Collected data

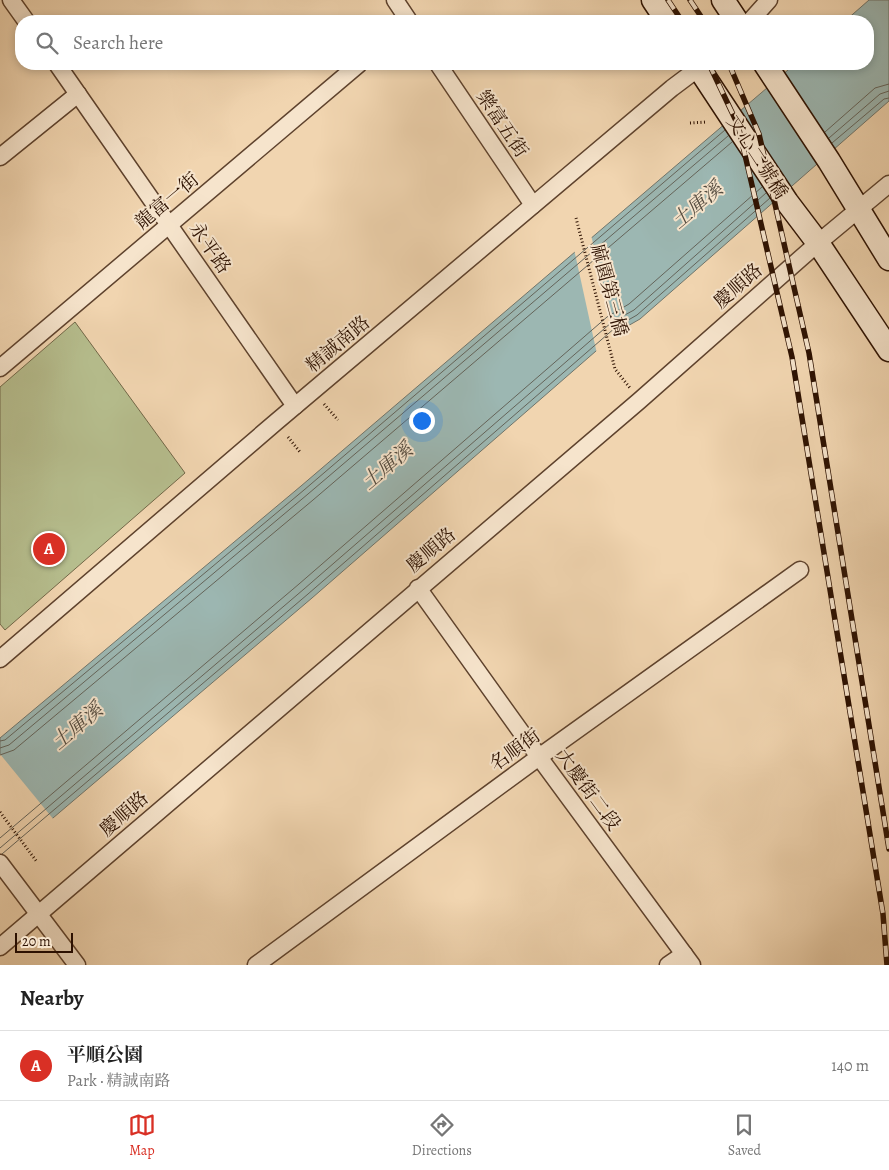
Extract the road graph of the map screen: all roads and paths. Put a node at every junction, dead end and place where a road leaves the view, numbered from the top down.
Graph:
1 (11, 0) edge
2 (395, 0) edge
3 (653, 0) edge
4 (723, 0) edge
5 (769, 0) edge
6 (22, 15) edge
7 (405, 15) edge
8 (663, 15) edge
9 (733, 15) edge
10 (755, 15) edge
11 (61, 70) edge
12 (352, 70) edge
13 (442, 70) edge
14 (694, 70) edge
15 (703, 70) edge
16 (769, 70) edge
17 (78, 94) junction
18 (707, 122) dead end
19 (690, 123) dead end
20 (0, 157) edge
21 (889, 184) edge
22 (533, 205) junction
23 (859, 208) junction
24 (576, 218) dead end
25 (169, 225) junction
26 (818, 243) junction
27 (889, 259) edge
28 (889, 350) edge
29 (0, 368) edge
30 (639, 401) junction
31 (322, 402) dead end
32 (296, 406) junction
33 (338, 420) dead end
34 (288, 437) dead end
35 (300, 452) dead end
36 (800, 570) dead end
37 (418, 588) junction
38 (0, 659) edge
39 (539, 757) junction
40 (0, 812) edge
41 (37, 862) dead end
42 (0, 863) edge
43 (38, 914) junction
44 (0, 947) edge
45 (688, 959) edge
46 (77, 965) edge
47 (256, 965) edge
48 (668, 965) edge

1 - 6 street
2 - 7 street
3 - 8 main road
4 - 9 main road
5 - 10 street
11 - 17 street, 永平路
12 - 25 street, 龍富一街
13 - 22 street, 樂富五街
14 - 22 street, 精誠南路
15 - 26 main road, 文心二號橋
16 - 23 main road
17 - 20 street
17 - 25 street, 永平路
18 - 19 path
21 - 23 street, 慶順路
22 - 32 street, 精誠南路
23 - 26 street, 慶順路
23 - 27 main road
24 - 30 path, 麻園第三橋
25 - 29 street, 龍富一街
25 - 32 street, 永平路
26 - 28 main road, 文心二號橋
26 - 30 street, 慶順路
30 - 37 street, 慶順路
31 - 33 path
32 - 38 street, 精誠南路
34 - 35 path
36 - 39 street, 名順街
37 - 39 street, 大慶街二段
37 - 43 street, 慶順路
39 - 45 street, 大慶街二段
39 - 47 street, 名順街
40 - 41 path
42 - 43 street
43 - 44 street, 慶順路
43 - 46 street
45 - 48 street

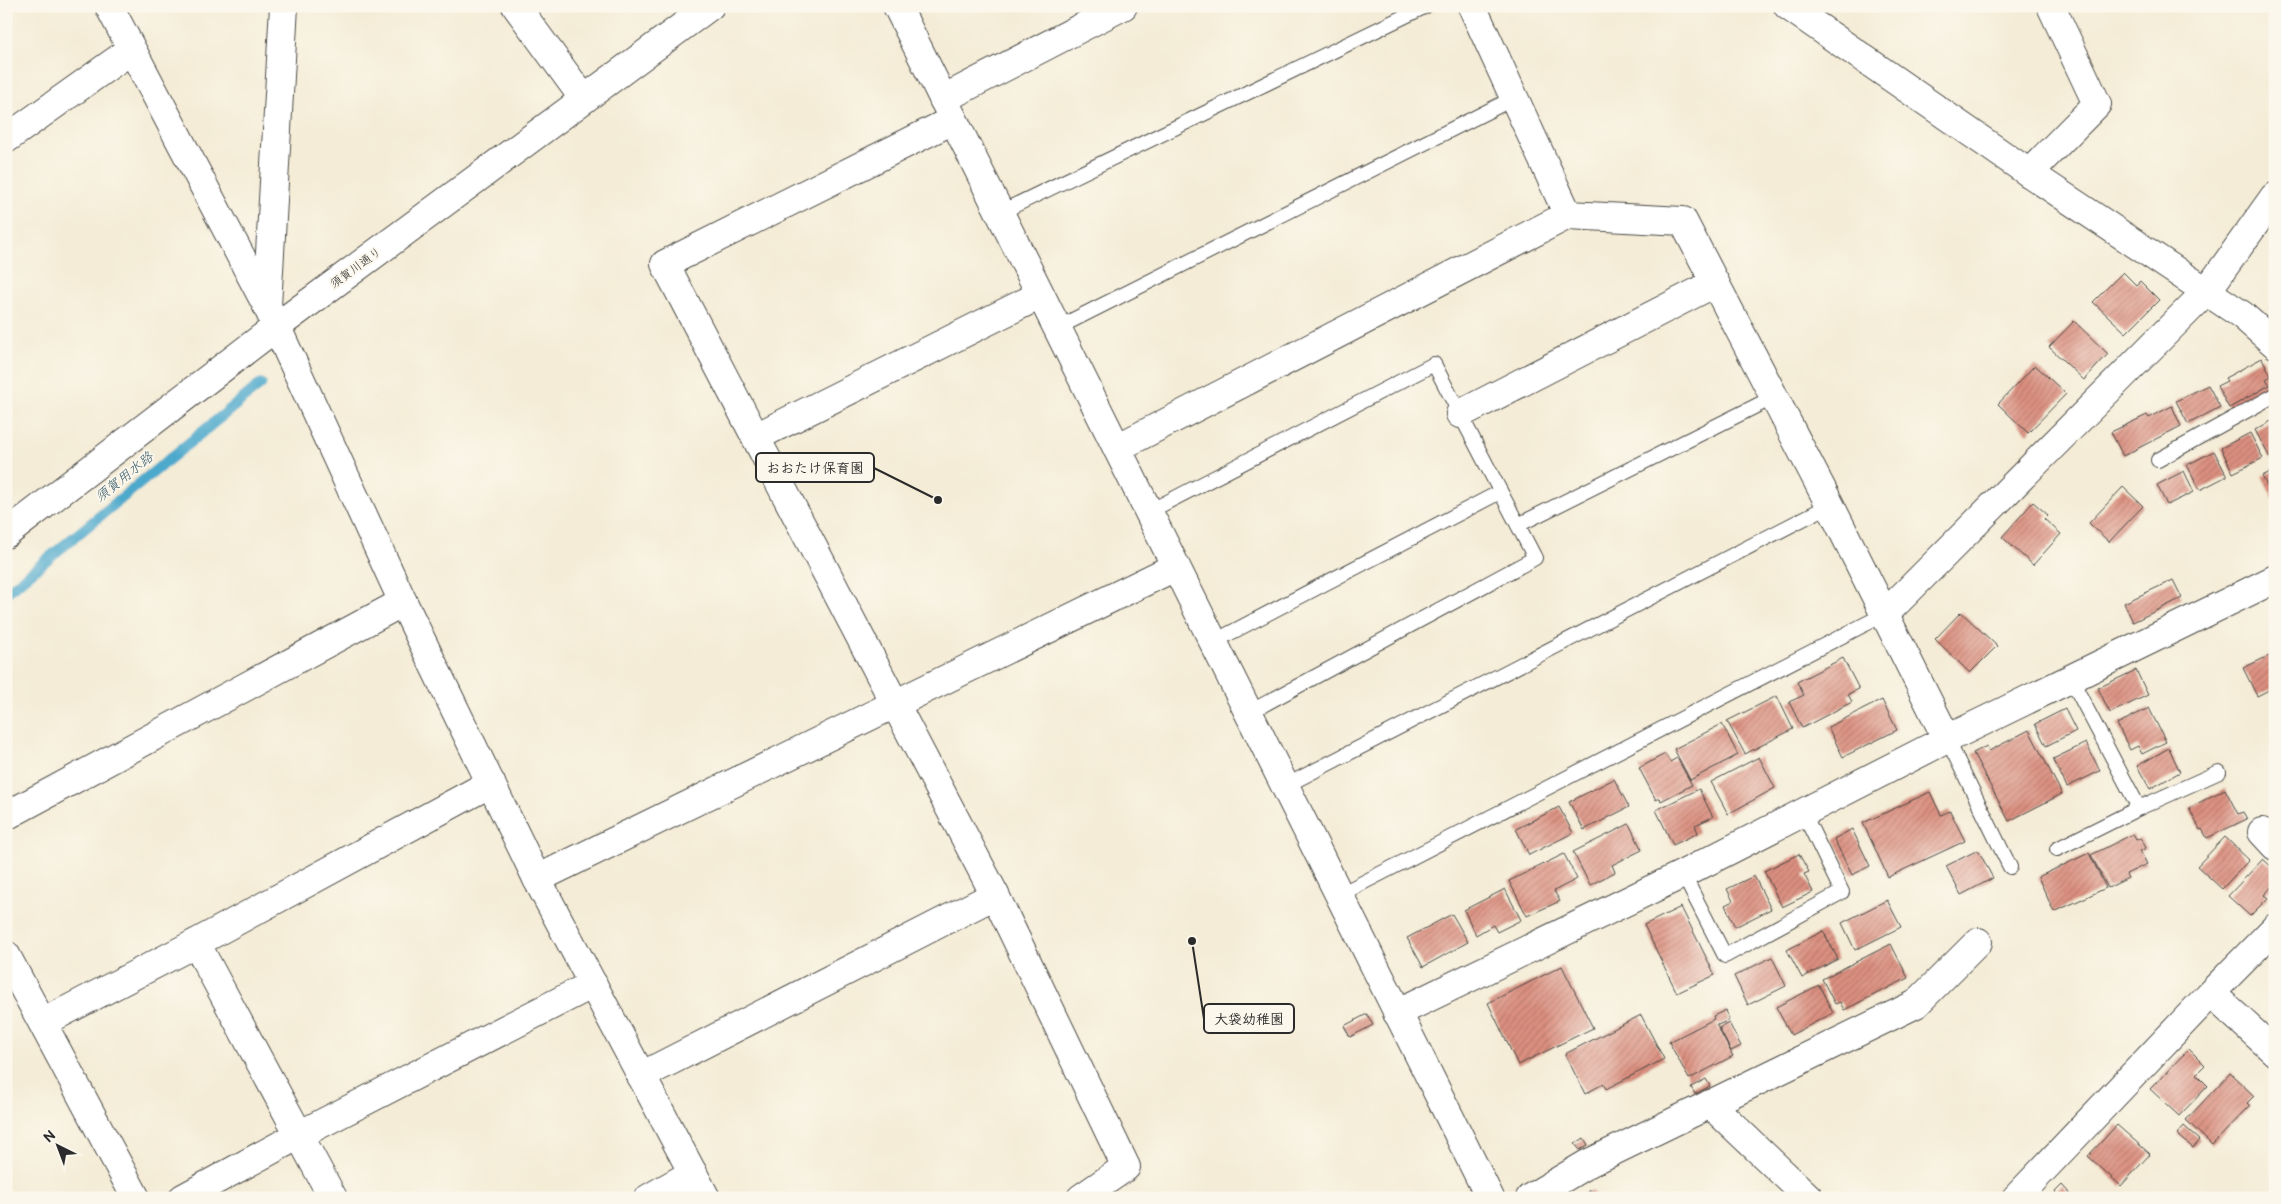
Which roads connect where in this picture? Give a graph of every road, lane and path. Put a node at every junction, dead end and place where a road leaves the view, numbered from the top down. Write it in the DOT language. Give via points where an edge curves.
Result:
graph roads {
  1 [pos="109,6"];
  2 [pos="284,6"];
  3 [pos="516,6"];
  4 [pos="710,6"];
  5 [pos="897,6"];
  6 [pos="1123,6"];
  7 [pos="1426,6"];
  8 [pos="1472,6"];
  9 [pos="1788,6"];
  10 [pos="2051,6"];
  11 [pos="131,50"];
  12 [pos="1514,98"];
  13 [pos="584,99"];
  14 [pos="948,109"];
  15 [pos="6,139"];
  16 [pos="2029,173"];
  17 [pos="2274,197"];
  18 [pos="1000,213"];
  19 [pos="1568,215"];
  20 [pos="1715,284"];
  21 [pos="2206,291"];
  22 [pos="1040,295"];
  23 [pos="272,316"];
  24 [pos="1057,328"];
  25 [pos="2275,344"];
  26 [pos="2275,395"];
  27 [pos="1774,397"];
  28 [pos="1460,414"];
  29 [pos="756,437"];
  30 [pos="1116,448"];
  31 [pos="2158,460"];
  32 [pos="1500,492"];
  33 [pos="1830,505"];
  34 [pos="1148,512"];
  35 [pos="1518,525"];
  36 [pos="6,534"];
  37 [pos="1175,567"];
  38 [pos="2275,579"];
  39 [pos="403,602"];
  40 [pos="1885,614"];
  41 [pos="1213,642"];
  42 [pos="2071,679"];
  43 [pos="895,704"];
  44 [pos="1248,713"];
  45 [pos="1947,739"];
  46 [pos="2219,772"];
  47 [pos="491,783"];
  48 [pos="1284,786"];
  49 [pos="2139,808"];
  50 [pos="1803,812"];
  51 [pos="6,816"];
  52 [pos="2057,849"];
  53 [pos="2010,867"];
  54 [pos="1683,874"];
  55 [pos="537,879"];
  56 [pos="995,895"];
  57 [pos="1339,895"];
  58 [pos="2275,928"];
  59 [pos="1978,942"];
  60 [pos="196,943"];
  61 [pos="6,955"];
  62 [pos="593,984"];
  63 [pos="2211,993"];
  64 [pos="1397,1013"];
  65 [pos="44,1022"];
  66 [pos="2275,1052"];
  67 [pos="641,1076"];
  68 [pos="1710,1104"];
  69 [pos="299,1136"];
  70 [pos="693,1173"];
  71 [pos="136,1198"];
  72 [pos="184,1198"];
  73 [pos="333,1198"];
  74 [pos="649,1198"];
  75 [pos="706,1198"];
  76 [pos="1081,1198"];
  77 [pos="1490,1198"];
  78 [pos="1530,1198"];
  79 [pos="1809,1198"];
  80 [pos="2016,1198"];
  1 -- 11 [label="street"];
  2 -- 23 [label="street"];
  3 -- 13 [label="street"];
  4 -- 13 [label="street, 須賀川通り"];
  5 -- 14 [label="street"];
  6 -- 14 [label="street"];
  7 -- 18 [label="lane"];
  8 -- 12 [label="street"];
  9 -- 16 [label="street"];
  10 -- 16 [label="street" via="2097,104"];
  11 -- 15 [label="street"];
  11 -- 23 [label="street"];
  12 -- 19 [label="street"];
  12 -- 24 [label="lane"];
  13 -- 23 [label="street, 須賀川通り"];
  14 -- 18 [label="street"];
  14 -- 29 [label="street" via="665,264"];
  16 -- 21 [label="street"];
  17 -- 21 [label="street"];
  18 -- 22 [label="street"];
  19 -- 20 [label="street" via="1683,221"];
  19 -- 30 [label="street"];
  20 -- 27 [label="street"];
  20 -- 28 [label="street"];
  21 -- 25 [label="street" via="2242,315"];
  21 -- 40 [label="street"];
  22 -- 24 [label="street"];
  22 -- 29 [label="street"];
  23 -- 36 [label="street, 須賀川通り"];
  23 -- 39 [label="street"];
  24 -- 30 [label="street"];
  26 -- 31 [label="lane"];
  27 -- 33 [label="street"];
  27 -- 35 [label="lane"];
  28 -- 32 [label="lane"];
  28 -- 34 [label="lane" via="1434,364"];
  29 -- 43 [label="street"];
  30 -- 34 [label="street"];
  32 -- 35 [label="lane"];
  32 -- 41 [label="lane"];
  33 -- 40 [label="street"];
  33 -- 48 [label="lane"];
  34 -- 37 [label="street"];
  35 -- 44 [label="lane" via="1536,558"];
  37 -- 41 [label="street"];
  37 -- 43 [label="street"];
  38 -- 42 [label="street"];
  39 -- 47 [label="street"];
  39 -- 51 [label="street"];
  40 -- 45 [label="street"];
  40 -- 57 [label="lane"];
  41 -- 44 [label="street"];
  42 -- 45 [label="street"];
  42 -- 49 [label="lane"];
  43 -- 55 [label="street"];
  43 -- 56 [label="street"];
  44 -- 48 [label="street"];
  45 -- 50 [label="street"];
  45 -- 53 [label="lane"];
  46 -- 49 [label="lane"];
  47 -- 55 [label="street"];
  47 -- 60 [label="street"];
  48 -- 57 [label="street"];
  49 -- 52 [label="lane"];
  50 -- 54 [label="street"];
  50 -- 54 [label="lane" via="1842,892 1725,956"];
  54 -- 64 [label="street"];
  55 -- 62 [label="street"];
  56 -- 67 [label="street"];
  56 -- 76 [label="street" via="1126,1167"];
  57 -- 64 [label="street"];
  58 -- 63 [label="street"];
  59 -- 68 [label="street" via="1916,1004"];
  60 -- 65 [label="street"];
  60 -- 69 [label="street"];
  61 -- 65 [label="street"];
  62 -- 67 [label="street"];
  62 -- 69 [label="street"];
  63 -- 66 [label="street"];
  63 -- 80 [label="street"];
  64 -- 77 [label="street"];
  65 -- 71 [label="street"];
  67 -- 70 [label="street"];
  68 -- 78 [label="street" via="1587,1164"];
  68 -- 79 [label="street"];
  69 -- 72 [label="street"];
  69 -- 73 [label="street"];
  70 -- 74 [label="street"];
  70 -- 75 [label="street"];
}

WORK ITEM
The lines above that hold the word "down" need counting; write the count and nothing more.

OUTPUT FOR THIS TASK
2